The only way I could right now is calling the Ruby methods for
IO#read/write using rb_funcall. But there's a lot of overhead involved,
VM roundtrip plus lots of short-lived objects that trigger GC. It would
likely end up being slower than the current ASN1.decode, a situation I'd
like to avoid.
You can avoid short-lived objects by passing Strings as the second
argument to IO#read-like methods:
`
buf = ""
while r.read(16384, buf)
w.write(buf)
end
Without GC calls happening, I don't expect significant overhead from the VM.
If you're working with sockets/pipes, I would reckon not (Ruby already
defaults to IO#sync=false on sockets/pipes when writing).

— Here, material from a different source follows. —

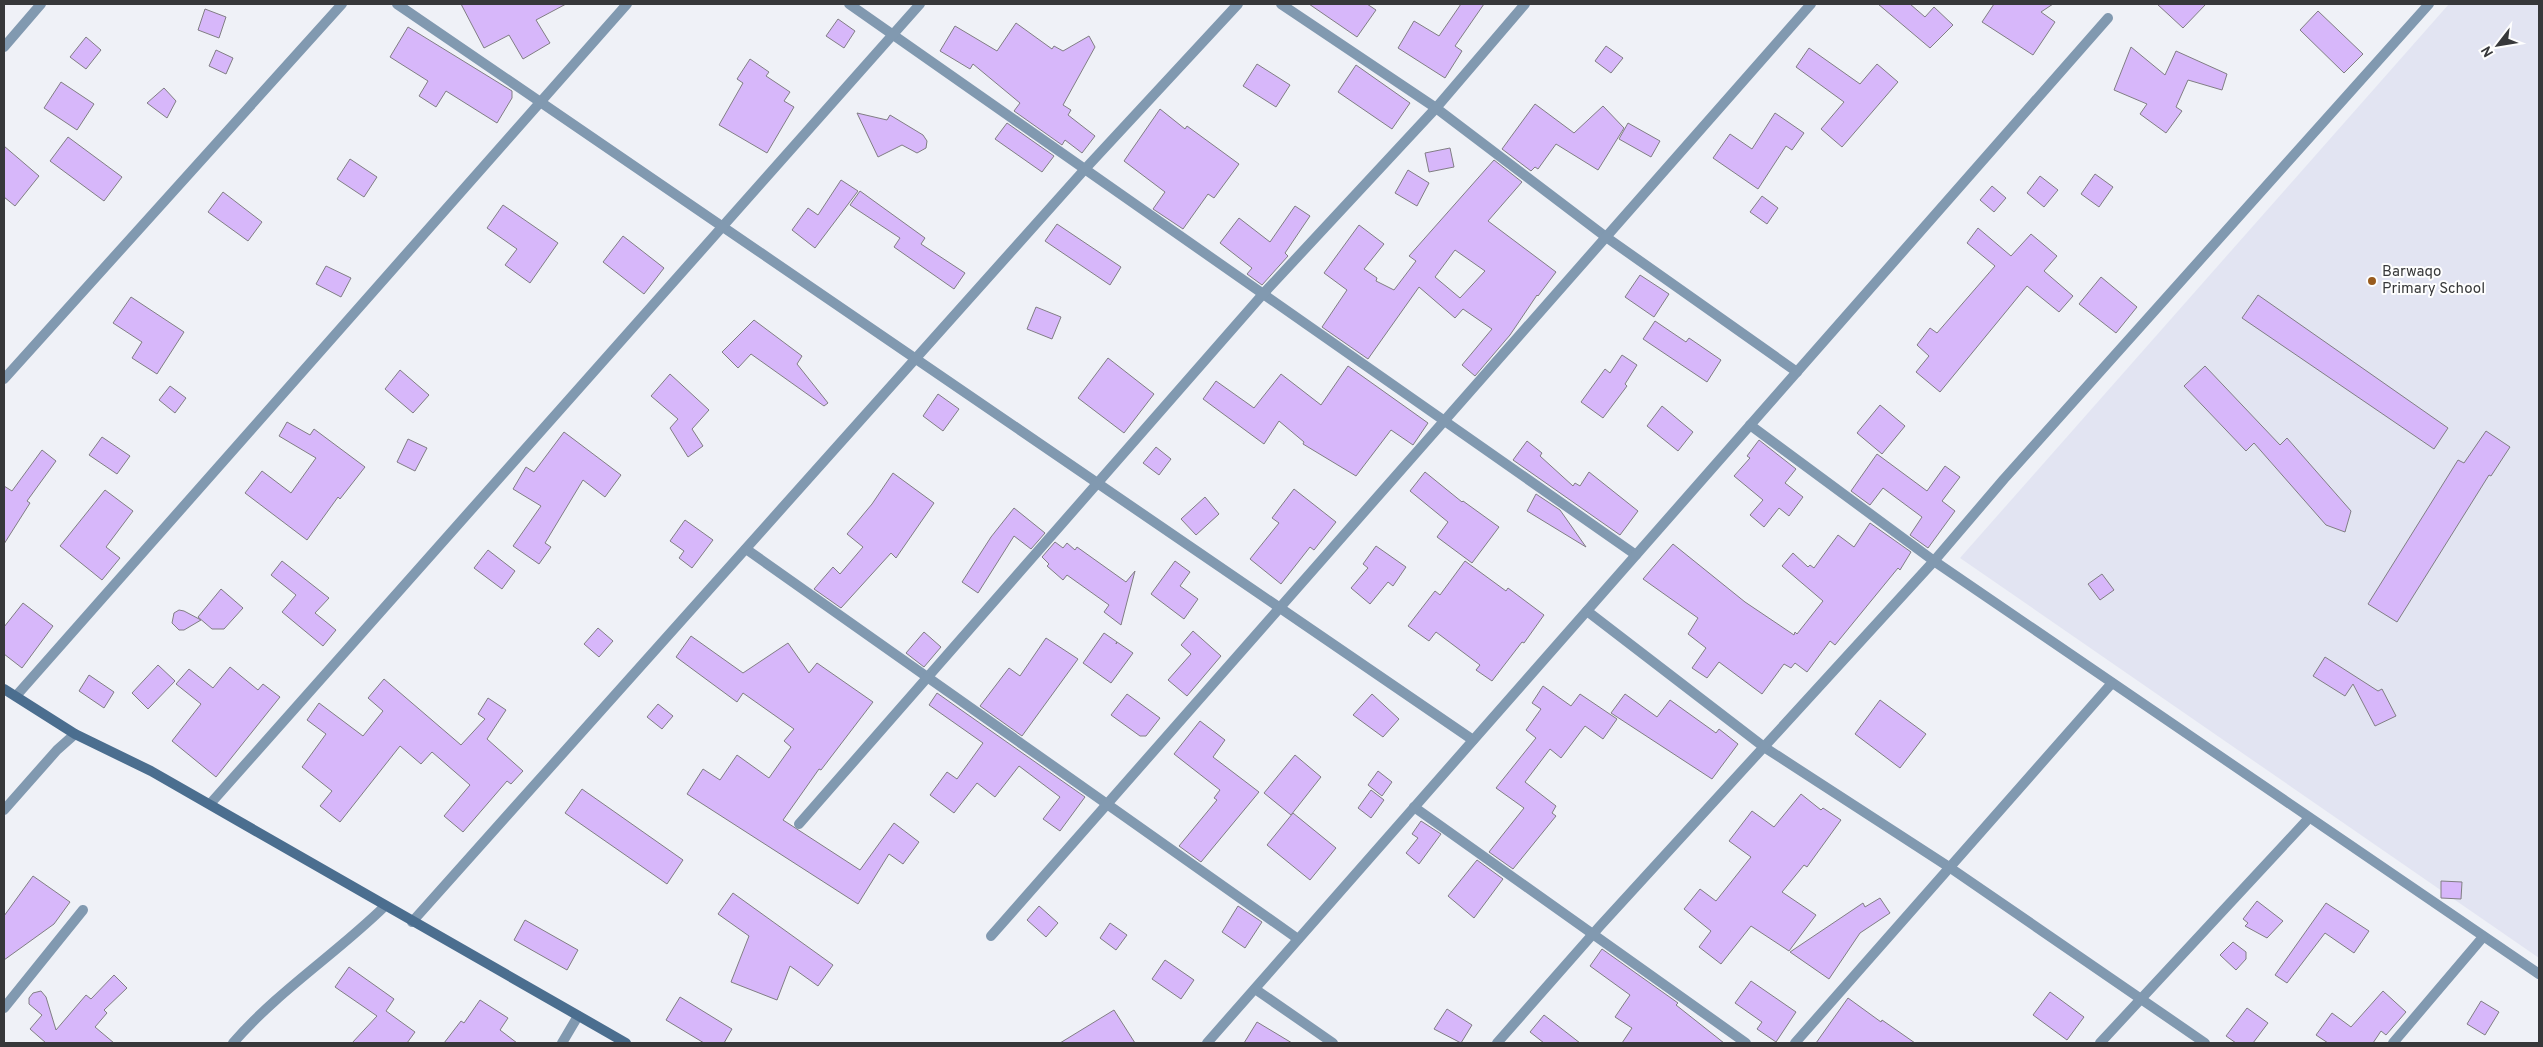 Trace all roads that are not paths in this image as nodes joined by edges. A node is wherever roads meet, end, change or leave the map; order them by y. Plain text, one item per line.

Err, typo on my part, IO#sync=true is the default (meaning no userspace
buffering is the default).
Still, I am wondering if there is the need for a low-level C API for doing
IO on Ruby IO objects, or is the "clean cut approach" using the file descriptor
directly the recommended solution in any case?
I recommend directly working off the file descriptor. The only tricky
part is making sure there's nothing in the userspace buffers beforehand.

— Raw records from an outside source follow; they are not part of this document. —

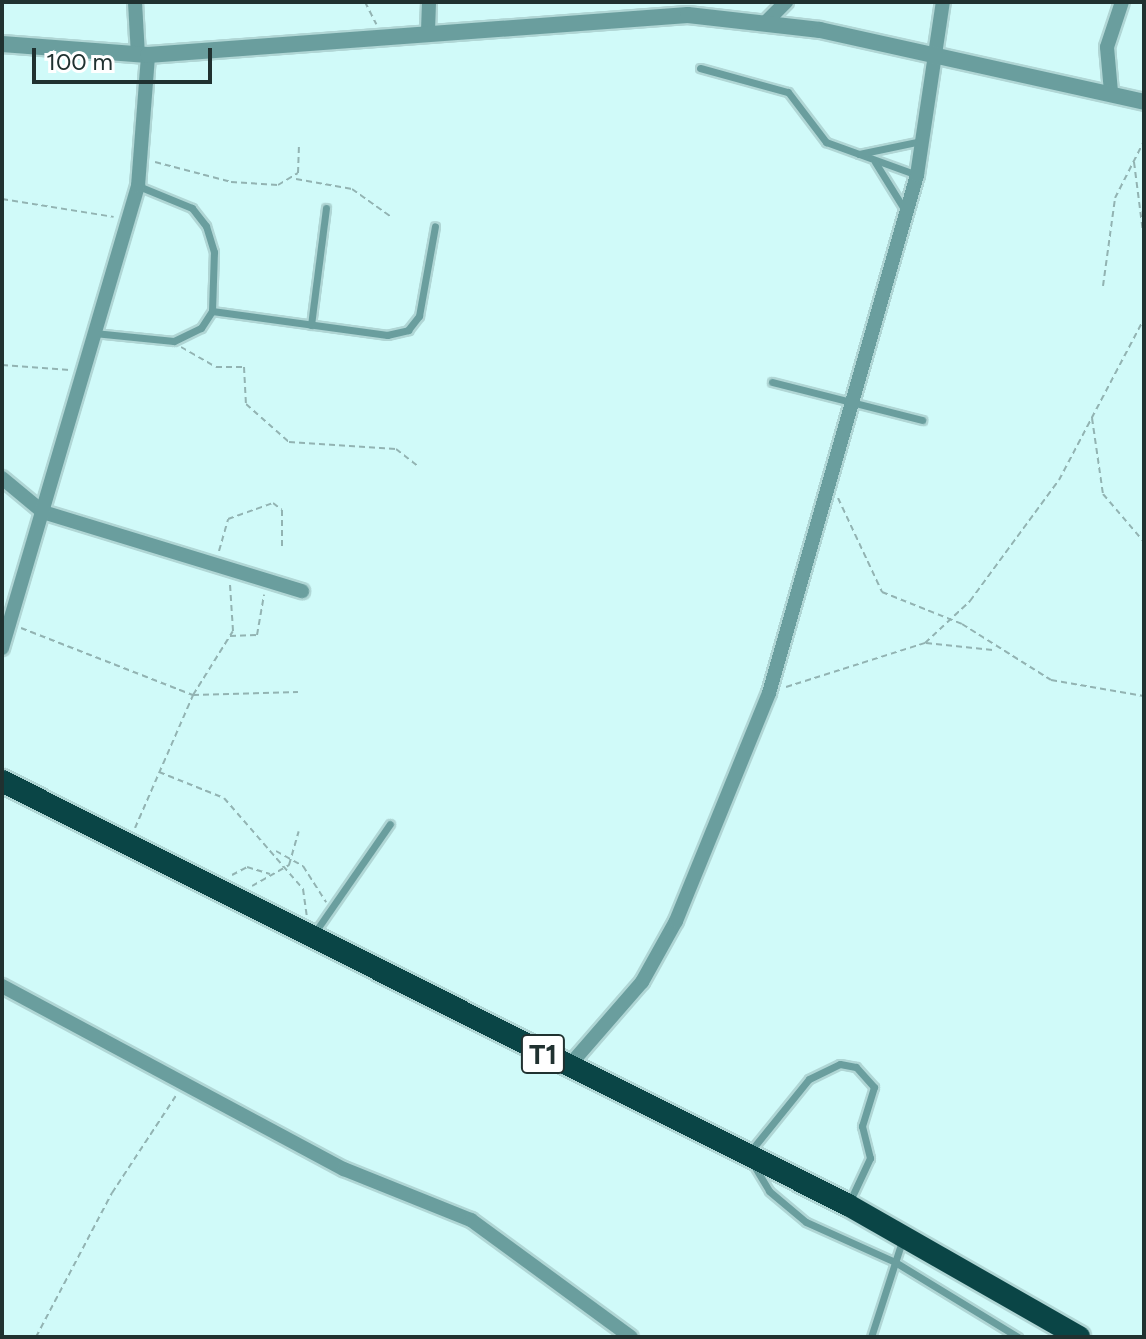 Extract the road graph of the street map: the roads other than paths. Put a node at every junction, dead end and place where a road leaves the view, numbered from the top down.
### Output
1 (135, 2) edge
2 (429, 2) edge
3 (786, 2) edge
4 (943, 2) edge
5 (1122, 2) edge
6 (767, 21) junction
7 (428, 31) junction
8 (2, 44) edge
9 (931, 53) junction
10 (143, 55) junction
11 (700, 68) dead end
12 (1111, 92) junction
13 (1144, 102) edge
14 (923, 140) junction
15 (854, 154) junction
16 (875, 162) junction
17 (917, 175) junction
18 (138, 186) junction
19 (326, 208) dead end
20 (907, 214) junction
21 (435, 226) dead end
22 (212, 311) junction
23 (311, 325) junction
24 (94, 333) junction
25 (772, 382) dead end
26 (858, 402) junction
27 (922, 420) dead end
28 (2, 478) edge
29 (43, 512) junction
30 (302, 591) dead end
31 (2, 648) edge
32 (2, 781) edge
33 (390, 824) dead end
34 (308, 935) junction
35 (2, 986) edge
36 (568, 1067) junction
37 (748, 1155) junction
38 (848, 1205) junction
39 (904, 1235) junction
40 (895, 1262) junction
41 (631, 1337) edge
42 (871, 1337) edge
43 (1018, 1337) edge
44 (1079, 1337) edge

1 - 10 street
2 - 7 street
3 - 6 street
4 - 9 street
5 - 12 street
6 - 7 street
6 - 9 street
7 - 10 street
8 - 10 street
9 - 12 street
9 - 14 street
10 - 18 street
11 - 15 lane
12 - 13 street
14 - 15 lane
14 - 17 street
15 - 16 lane
16 - 17 lane
16 - 20 lane
17 - 20 street
18 - 22 lane
18 - 24 street
19 - 23 lane
20 - 26 street
21 - 23 lane
22 - 23 lane
22 - 24 lane
24 - 29 street
25 - 26 lane
26 - 27 lane
26 - 36 street
28 - 29 street
29 - 30 street
29 - 31 street
32 - 34 highway, T1
33 - 34 lane
34 - 36 highway, T1
35 - 41 street
36 - 37 highway, T1
37 - 38 highway, T1
37 - 38 lane
37 - 40 lane
38 - 39 highway, T1
39 - 40 lane
39 - 44 highway, T1
40 - 42 lane
40 - 43 lane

You'd probably need to call IO#rewind/IO#seek to sync read buffers up
and IO#flush (and then IO#sync=true) for write bufffers.

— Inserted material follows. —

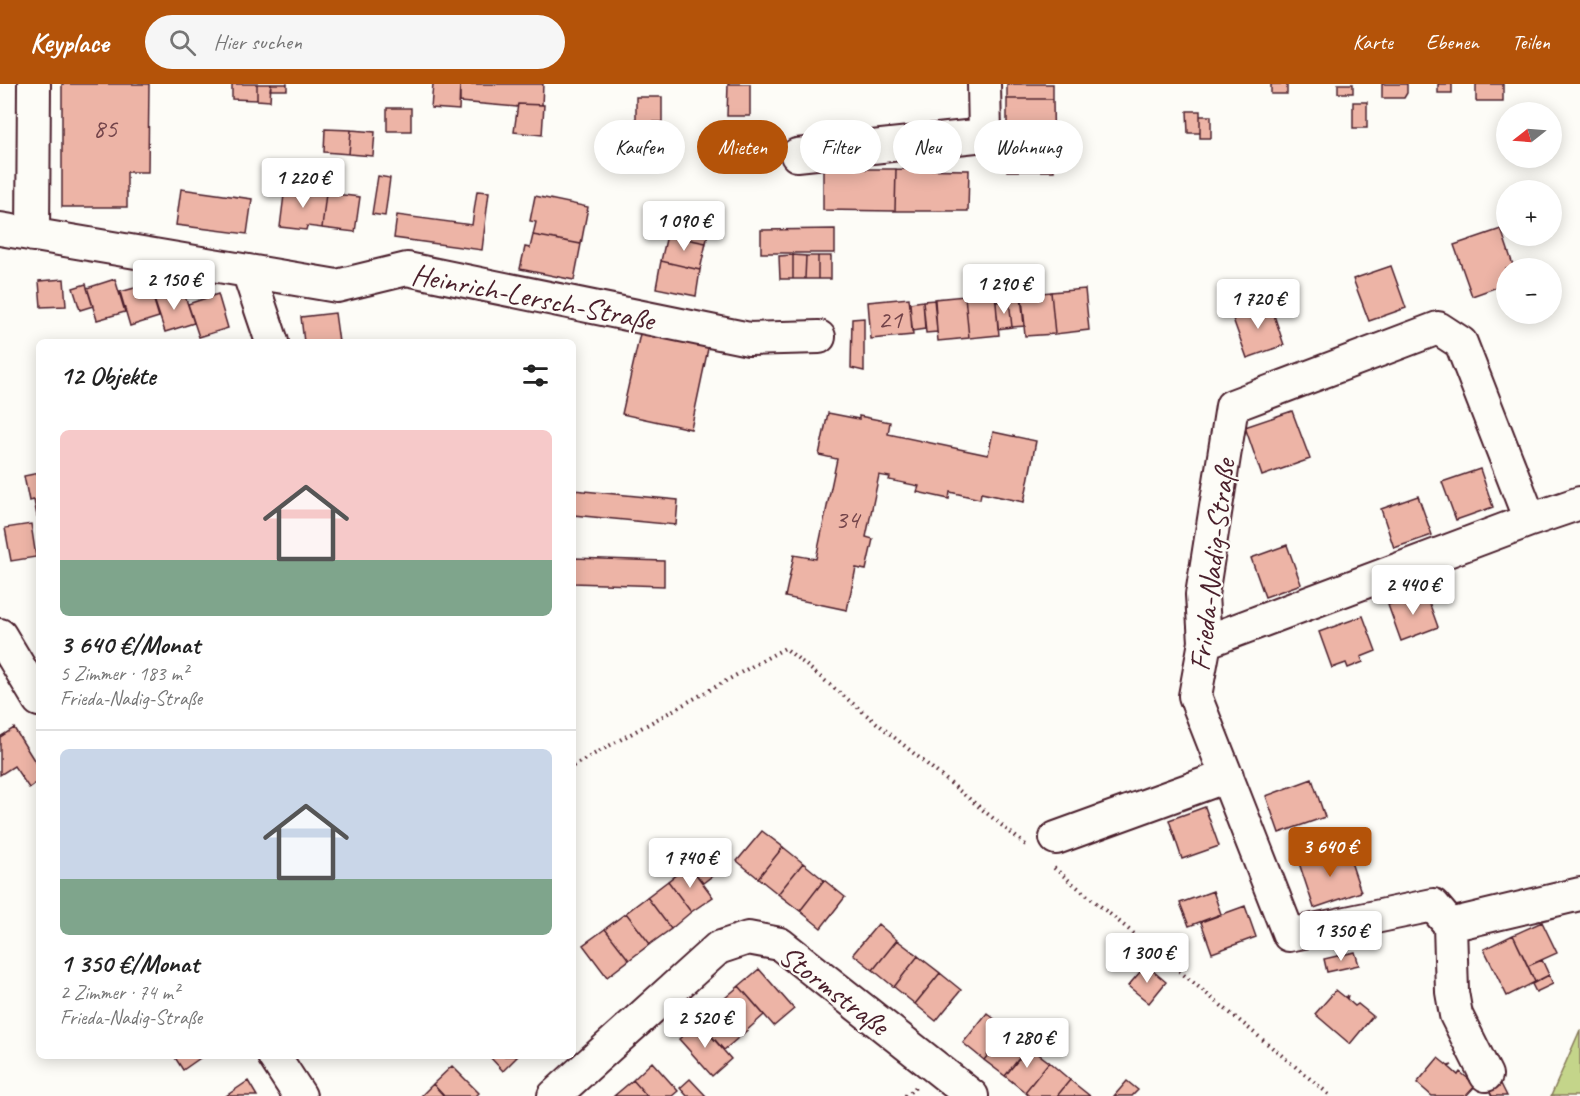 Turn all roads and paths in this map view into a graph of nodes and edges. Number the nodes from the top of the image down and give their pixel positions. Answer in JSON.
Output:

Updated by nobu (Nobuyoshi Nakada) over 12 years ago
- Status changed from Open to Assigned
- Assignee set to akr (Akira Tanaka)
MartinBosslet (Martin Bosslet) wrote:
- Duplicating the file descriptor to obtain a pure FILE*
like it is done in ext/openssl/ossl_bio.c[2] and continue
working on the raw FILE*.
Can't you use rb_io_stdio_file()?
And OpenSSL seems providing BIO_new_fd() too.
The problem, though, is that only rb_io_bufwrite is public API in io.h,
rb_io_bufread is declared private in internal.h and rb_cloexec_dup is
semi-public in intern.h.Could we make rb_io_bufread public API in io.h as well? What about
rb_cloexec_dup?
It doesn't seem bad to me.
They are all added to internal.h by akr.
Updated by MartinBosslet (Martin Bosslet) over 12 years ago
nobu (Nobuyoshi Nakada) wrote:
Can't you use rb_io_stdio_file()?
And OpenSSL seems providing BIO_new_fd() too.
True, and that's also what I should be using there :) I'll fix it.
The problem, though, is that only rb_io_bufwrite is public API in io.h,
rb_io_bufread is declared private in internal.h and rb_cloexec_dup is
semi-public in intern.h.Could we make rb_io_bufread public API in io.h as well? What about
rb_cloexec_dup?It doesn't seem bad to me.
They are all added to internal.h by akr.
I've done a lot of IO in C over the last months, now
I have a much clearer picture of it.
I think my only problem was that there is no unified read/write
that allows working on arbitrary IOs efficiently (I could fall
back to rb_funcall, but then I'd give away the performance benefits).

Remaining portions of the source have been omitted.